Look through the data below. Collect every line where the word "hand" occurs.

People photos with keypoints
↓
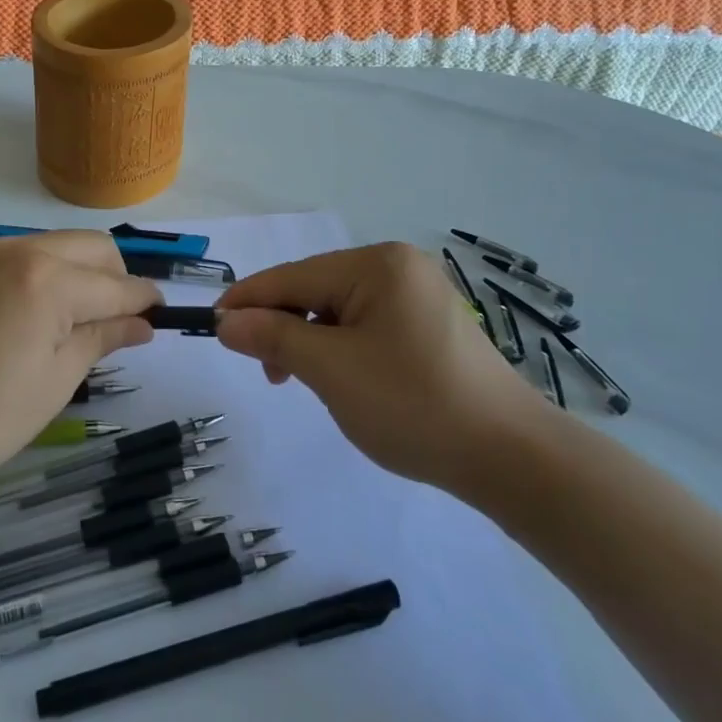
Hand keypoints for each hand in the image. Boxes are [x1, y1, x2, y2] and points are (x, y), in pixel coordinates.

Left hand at [0, 232, 162, 494]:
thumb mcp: (55, 382)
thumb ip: (103, 338)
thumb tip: (143, 322)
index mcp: (48, 279)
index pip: (117, 284)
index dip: (146, 301)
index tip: (162, 318)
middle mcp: (19, 250)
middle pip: (92, 247)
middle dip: (117, 278)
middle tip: (118, 324)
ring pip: (58, 246)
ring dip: (82, 273)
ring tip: (77, 324)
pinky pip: (24, 256)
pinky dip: (47, 275)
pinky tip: (38, 318)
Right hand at [216, 243, 543, 502]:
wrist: (511, 458)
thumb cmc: (414, 405)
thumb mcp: (331, 370)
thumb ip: (274, 337)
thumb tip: (226, 321)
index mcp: (377, 264)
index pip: (293, 276)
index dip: (247, 301)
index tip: (211, 326)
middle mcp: (398, 267)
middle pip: (315, 290)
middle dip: (283, 327)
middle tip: (268, 374)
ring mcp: (418, 295)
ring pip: (338, 310)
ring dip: (310, 342)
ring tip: (303, 383)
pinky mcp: (429, 326)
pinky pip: (366, 326)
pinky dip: (340, 349)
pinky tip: (340, 379)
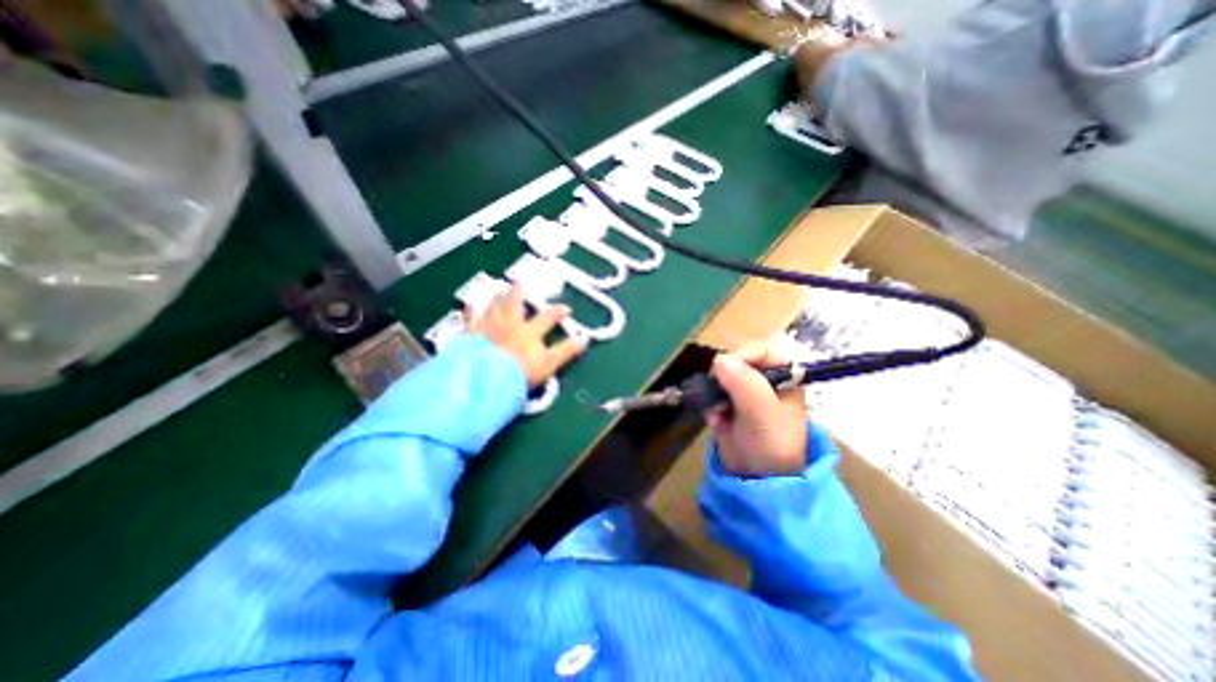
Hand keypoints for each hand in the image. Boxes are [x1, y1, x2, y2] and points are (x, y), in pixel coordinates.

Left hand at [468, 283, 589, 389]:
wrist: (486, 379)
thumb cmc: (520, 372)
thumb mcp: (549, 363)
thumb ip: (566, 351)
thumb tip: (585, 338)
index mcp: (529, 331)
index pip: (547, 318)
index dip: (558, 312)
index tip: (566, 308)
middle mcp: (509, 323)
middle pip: (514, 304)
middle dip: (518, 292)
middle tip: (519, 281)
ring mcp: (488, 327)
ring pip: (493, 307)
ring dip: (496, 297)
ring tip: (498, 288)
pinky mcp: (471, 334)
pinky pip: (470, 319)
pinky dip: (469, 311)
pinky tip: (468, 304)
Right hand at [705, 344, 804, 475]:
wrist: (758, 481)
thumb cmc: (771, 445)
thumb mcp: (762, 413)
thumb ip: (745, 383)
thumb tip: (719, 359)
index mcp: (785, 377)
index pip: (763, 349)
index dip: (744, 355)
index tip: (725, 369)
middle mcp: (765, 380)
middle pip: (737, 361)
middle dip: (724, 380)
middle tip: (719, 395)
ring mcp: (745, 393)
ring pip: (720, 378)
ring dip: (714, 395)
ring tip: (719, 415)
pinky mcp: (729, 405)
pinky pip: (712, 394)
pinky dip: (711, 407)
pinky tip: (717, 423)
↑
Task output —
Hand keypoints for each hand in the image. Boxes are [x1, y1, x2, y2] and points are (x, y), in pixel coordinates.
Left hand at [0, 232, 162, 494]:
Right hand at [216, 243, 543, 502]:
Hand keypoints for each hand in the image. Boxes are [x1, y1, x2, y2] and points are (x, y), in pixel coordinates.
Left hand at [468, 283, 589, 389]:
Right hand at [705, 344, 804, 475]:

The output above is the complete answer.